- Location: Fulton County, Illinois
- Nearest city: Canton, Illinois
- Area: 1,961 acres (7.94 km^{2})
- Established: 2001
- Governing body: Illinois Department of Natural Resources

= Double T State Fish and Wildlife Area =

State Fish and Wildlife Area in Fulton County, Illinois

Double T State Fish and Wildlife Area, also known as the Double 'T' Goose Management Area, is a 1961 acre State of Illinois recreation area. It is located within Fulton County, and is administered by the Illinois Department of Natural Resources (IDNR). The nearest large town is Canton, Illinois.

==History and current use==
Double T State Fish and Wildlife Area is undergoing remediation as land that was strip mined for coal. The State of Illinois acquired the land making up this wildlife site in September 2001. The IDNR states that the area is being targeted for restoration activities and enhancement of wildlife habitat.
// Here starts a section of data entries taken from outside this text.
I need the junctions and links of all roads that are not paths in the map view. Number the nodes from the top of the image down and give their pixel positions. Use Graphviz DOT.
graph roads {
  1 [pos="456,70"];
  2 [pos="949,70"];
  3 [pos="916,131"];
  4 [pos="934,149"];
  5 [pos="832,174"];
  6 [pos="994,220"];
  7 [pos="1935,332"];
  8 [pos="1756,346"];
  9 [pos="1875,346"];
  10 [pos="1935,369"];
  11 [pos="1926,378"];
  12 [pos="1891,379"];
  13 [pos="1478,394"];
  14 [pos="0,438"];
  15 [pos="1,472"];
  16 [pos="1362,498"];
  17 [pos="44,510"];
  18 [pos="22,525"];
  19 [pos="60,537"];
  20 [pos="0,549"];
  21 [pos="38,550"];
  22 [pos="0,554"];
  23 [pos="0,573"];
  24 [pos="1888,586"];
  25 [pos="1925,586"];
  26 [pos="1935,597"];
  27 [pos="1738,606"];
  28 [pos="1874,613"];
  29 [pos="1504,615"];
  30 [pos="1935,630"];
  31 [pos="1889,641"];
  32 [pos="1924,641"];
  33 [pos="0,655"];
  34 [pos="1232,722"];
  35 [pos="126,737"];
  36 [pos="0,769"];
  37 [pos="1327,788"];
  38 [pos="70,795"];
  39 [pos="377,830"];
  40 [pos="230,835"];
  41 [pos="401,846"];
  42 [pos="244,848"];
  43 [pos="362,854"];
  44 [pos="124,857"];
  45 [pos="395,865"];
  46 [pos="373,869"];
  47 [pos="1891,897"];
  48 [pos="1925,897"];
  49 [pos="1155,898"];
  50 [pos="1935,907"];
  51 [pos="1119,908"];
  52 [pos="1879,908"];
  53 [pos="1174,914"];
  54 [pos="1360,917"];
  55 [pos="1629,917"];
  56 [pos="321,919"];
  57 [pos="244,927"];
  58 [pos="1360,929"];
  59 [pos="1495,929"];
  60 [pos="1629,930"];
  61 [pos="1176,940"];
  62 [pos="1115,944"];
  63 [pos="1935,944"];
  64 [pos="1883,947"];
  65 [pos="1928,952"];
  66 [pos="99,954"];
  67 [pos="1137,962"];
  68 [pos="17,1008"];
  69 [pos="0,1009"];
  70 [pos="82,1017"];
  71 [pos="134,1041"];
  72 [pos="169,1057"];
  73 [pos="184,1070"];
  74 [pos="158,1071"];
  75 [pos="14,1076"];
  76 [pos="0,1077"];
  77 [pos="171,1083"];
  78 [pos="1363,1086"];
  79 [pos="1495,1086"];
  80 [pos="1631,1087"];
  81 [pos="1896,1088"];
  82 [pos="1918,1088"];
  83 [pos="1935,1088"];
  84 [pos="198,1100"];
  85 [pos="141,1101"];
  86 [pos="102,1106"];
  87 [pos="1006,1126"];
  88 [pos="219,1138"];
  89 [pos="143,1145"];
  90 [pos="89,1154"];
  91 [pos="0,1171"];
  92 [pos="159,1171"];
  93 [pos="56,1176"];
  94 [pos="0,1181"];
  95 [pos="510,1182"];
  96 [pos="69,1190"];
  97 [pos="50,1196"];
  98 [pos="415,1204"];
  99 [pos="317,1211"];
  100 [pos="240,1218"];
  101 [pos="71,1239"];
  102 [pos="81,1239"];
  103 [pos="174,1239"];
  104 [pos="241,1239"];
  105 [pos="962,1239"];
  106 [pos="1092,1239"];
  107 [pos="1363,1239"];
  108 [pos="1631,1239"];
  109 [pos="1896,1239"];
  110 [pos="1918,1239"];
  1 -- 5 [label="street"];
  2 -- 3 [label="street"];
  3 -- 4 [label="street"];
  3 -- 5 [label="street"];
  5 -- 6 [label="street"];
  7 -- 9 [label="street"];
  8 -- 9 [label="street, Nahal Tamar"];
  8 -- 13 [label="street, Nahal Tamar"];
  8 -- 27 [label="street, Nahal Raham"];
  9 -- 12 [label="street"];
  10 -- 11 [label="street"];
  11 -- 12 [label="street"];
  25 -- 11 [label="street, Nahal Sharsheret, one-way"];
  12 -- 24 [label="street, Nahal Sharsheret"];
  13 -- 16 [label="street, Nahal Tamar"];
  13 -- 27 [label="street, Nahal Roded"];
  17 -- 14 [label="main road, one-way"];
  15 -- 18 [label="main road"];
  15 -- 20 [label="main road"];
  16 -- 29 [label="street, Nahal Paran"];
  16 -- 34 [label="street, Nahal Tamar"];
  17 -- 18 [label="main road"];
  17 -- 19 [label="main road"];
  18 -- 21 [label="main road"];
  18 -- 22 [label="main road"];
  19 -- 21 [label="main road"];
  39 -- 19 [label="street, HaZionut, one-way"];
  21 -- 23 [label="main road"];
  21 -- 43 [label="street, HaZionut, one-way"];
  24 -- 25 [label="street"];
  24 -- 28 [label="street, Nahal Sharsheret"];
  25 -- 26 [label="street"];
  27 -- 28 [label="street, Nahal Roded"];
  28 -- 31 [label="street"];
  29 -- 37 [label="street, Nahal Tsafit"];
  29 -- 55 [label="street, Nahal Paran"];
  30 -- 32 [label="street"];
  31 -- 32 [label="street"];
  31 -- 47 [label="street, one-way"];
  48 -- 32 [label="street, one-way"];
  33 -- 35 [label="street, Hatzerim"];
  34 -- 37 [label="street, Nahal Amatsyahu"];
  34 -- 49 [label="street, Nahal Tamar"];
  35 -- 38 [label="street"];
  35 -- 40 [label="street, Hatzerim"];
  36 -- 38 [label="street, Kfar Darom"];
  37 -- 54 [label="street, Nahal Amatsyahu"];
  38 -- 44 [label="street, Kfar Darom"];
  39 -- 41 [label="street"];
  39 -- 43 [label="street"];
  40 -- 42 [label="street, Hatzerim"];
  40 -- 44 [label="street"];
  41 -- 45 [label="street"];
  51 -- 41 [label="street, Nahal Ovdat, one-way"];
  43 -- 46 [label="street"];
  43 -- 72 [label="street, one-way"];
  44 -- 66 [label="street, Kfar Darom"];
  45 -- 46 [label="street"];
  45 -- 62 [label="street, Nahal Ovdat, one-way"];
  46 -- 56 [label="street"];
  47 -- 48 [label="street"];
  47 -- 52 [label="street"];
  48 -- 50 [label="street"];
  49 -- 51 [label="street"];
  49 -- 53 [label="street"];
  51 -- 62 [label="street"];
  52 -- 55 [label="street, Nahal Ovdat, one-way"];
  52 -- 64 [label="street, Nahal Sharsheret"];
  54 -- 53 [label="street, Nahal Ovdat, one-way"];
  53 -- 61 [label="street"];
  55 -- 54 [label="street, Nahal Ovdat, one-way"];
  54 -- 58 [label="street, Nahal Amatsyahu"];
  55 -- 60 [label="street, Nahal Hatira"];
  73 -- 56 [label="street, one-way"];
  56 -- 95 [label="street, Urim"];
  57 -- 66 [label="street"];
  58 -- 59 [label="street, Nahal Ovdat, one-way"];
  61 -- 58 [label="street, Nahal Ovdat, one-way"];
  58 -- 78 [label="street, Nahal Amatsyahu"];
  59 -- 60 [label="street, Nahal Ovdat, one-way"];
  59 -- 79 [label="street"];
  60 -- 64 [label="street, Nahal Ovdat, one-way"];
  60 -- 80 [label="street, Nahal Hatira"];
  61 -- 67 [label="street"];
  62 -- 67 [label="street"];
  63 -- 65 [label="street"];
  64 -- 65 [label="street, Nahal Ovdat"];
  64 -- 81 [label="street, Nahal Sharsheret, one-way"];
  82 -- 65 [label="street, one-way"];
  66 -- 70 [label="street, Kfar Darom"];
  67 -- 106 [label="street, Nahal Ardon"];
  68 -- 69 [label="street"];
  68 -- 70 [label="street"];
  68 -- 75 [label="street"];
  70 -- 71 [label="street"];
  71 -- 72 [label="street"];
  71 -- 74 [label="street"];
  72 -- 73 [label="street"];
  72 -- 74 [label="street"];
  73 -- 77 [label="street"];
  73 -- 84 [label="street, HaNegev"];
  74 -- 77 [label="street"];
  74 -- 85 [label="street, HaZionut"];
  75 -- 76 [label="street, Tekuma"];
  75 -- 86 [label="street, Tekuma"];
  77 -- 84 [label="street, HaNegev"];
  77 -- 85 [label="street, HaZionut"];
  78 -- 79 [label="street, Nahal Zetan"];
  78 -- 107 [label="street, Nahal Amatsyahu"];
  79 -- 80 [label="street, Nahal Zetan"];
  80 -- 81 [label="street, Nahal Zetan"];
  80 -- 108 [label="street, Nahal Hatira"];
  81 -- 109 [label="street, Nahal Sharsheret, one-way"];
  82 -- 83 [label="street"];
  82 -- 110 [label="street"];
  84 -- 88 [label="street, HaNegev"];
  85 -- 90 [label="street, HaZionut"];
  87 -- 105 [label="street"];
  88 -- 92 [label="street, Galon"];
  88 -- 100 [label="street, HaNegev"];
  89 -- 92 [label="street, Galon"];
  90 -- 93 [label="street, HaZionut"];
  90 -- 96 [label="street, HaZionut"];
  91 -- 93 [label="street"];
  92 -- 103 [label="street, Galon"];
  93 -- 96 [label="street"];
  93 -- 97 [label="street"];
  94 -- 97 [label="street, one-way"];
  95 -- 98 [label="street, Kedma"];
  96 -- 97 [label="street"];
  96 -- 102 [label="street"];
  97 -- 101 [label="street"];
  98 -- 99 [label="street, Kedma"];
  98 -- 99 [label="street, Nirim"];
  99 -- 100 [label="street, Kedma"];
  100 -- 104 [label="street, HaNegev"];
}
The park as a whole is managed for hunting, with ducks, geese, and mourning doves featured.

Within the Wildlife Area is Double T Lake, a 64 acre lake managed for fishing. The lake, which formed inside a 1983 strip-mine excavation, is fished for largemouth bass. The lake also contains carp and gizzard shad. The geographic shape of the lake, a double-T or π pi shape, gave its name to both the lake and the overall Wildlife Area.